Dall’ arte di far manifesti: The Art of Making Manifestos1
Reviewing an Italian Futurism exhibition is akin to reviewing the Vatican: given its reach and the breadth of possible critique, it is difficult to survey from the ground. However, the ground may be the proper place to start, as Futurism was the first avant-garde meant for the masses. First, there was its debut by way of manifesto, “Le Futurisme,” published on February 20, 1909. The manifesto was a political tract: Filippo Tommaso Marinetti made it poetry. Like any fair lyric poet,2 he opens with a personal gesture that leads to an epiphany that illuminates universality. Like every good politician, the universal contains an agenda, a proselytizing program of bullet-points. In a contemporaneous letter, Marinetti wrote that a manifesto must be “de la violence et de la précision,” containing “l’accusation précise, l’insulte bien définie.”3 To take a tool of political theory and turn it into a literary work was to assert the danger that poetry had posed since Plato. To use art to insult and indict society was to make art that mattered beyond mimesis.

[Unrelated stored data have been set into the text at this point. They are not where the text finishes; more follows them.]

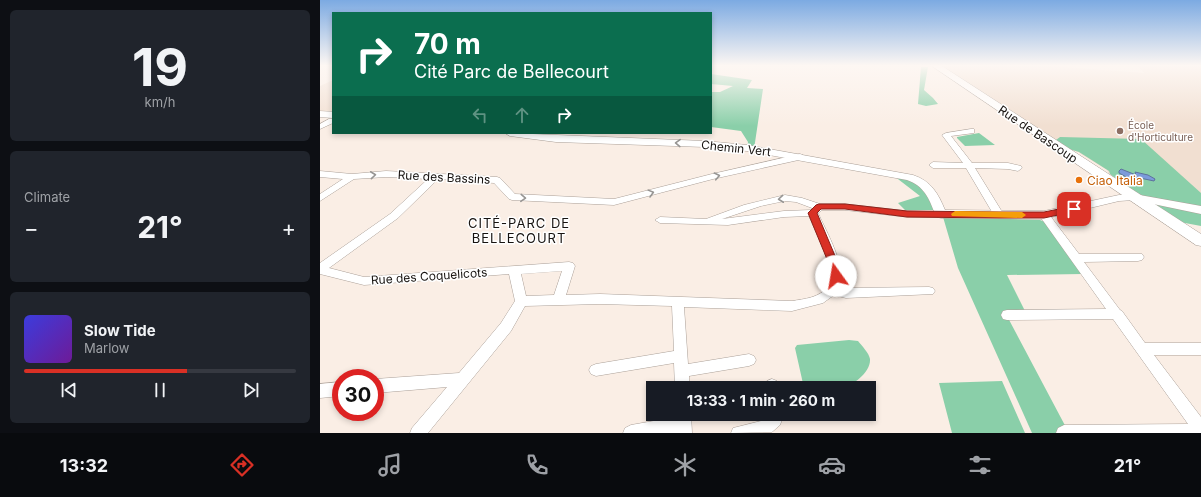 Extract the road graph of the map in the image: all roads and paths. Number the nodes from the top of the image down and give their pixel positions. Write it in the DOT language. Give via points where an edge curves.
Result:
graph roads {
  1 [pos="967,86"];
  2 [pos="320,114"];
  3 [pos="332,118"];
  4 [pos="332,119"];
  5 [pos="320,126"];
  6 [pos="971,130"];
  7 [pos="518,134"];
  8 [pos="800,157"];
  9 [pos="933,165"];
  10 [pos="968,166"];
  11 [pos="1018,168"];
  12 [pos="320,174"];
  13 [pos="352,177"];
  14 [pos="436,177"];
  15 [pos="1134,197"];
  16 [pos="320,198"];
  17 [pos="816,210"];
  18 [pos="1201,210"];
  19 [pos="941,214"];
  20 [pos="999,215"];
  21 [pos="1044,215"];
  22 [pos="660,220"];
  23 [pos="706,222"];
  24 [pos="1201,241"];
  25 [pos="1138,257"];
  26 [pos="1076,258"];
  27 [pos="320,270"];
  28 [pos="514,270"];
  29 [pos="832,290"];
  30 [pos="929,291"];
  31 [pos="559,300"];
  32 [pos="521,301"];
  33 [pos="678,302"];
  34 [pos="1118,314"];
  35 [pos="1007,316"];
  36 [pos="1143,349"];
  37 [pos="1201,349"];
  38 [pos="680,356"];
  39 [pos="749,360"];
  40 [pos="596,370"];
  41 [pos="682,370"];
  42 [pos="462,379"];
  43 [pos="682,381"];
  44 [pos="384,385"];
  45 [pos="332,390"];
  46 [pos="320,391"];
  47 [pos="773,421"];
  48 [pos="684,423"];
  49 [pos="1063,430"];
  50 [pos="1201,431"];
  51 [pos="418,433"];
  52 [pos="631,433"];
  53 [pos="739,433"];
  1 -- 15 [label="main road, Rue de Bascoup"];
  2 -- 3 [label="street"];
  4 -- 5 [label="street"];
  6 -- 10 [label="street" via="946,135 962,154"];
  8 -- 7 [label="street, Chemin Vert, one-way" via="716,145 556,139"];
  14 -- 8 [label="street, Rue des Bassins, one-way" via="497,180 512,197 614,202"];
  8 -- 19 [label="street, Chemin Vert" via="918,180 930,188"];
  9 -- 10 [label="street"];
  10 -- 11 [label="street"];
  10 -- 20 [label="street"];
  12 -- 13 [label="street, Rue des Bassins"];
  13 -- 14 [label="street, Rue des Bassins, one-way" via="386,174"];
  13 -- 16 [label="street"];
  14 -- 27 [label="street" via="394,216"];
  15 -- 18 [label="street"];
  15 -- 21 [label="street"];
  15 -- 24 [label="main road, Rue de Bascoup"];
  17 -- 19 [label="street" via="845,206 907,214"];
  17 -- 23 [label="street" via="737,221"];
  17 -- 23 [label="street, one-way" via="798,200 785,198"];
  17 -- 29 [label="street" via="836,270"];
  19 -- 20 [label="street"];
  20 -- 21 [label="street"];
  21 -- 26 [label="street"];
  22 -- 23 [label="street"];
  25 -- 26 [label="street"];
  26 -- 34 [label="street"];
  27 -- 28 [label="street, Rue des Coquelicots" via="364,281"];
  28 -- 31 [label="street, Rue des Coquelicots" via="570,266"];
  28 -- 32 [label="street"];
  29 -- 30 [label="street" via="846,293"];
  29 -- 33 [label="street" via="817,301 792,306"];
  31 -- 32 [label="street"];
  31 -- 33 [label="street"];
  32 -- 42 [label="street" via="506,328"];
  33 -- 38 [label="street"];
  34 -- 35 [label="street"];
  34 -- 36 [label="street"];
  36 -- 37 [label="street"];
  36 -- 50 [label="street"];
  38 -- 40 [label="street"];
  38 -- 41 [label="street"];
  39 -- 41 [label="street"];
  41 -- 43 [label="street"];
  42 -- 44 [label="street"];
  42 -- 51 [label="street"];
  45 -- 46 [label="street"];
  47 -- 53 [label="street" via="763,428"];
  48 -- 52 [label="street"];
  49 -- 50 [label="street"];
} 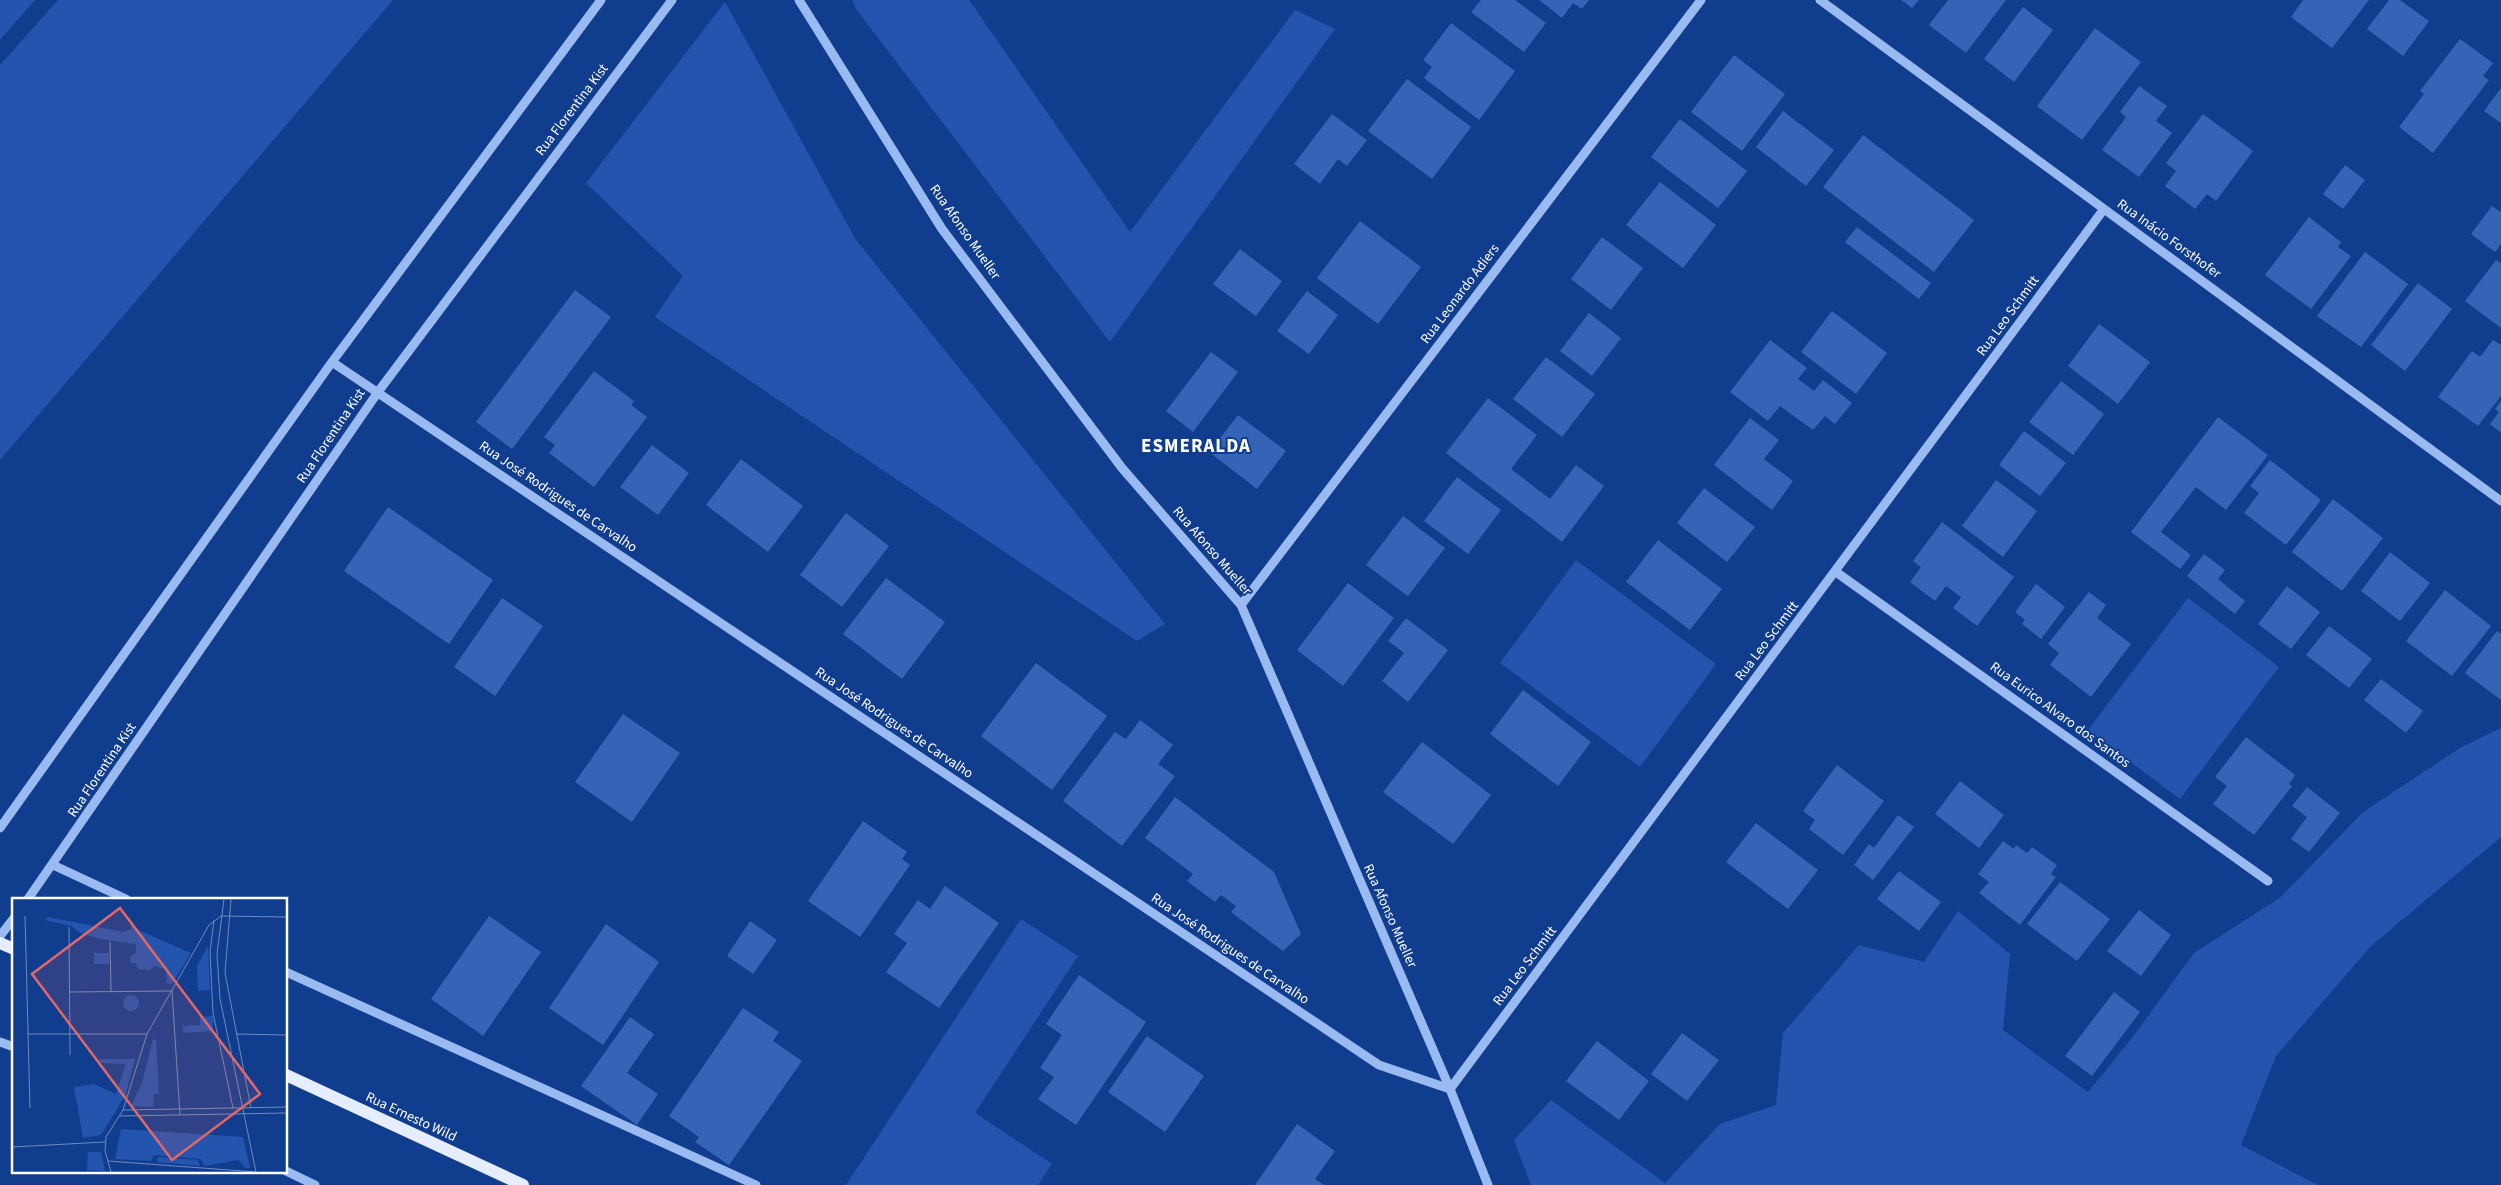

To do both was to make the first move toward the first self-determined art Movement.4
Second, there was the mode of its debut. Not, as the Russians would soon do, via publication of their collectively composed A Slap in the Face of Public Taste, issued in 1917 in a small limited run edition, each palm-sized chapbook a handmade piece of art in its own right, the few and unique stamped and painted volumes passed, also hand-to-hand, among the converted and the predisposed. Or, as the Dadaists did later, as oracular performances later printed in a numbered and deluxe Recueil littéraire et artistique (literary and art review). Rather, the Futurists published their manifesto in a newspaper, and Le Figaro at that, the Parisian daily with the then-largest circulation in Europe. And on the front page.5 This is PR, not propaganda.6 Because third, and more to the point, at that point there was neither a Futurist art nor a Futurist art movement. Art historically exists in the imaginary as image (to be embraced or eschewed as the case may be) and as Image, the latter being the path out and into the former. First Kunst, then Gruppe. At the time of Marinetti’s first manifesto, Italian Futurism had no a priori image. There were no paintings, no sculptures, no aesthetic objects from which one might derive a sense of the declamatory subject. Italian Futurism started with the Imaginary as already imagined, sprung fully formed from the forehead and dancing from the fingertips of Marinetti himself. And his (and its) first piece was an advertisement for an illusory product. Or, looked at another way, as a work of institutional critique. Articulation, boys, then annunciation.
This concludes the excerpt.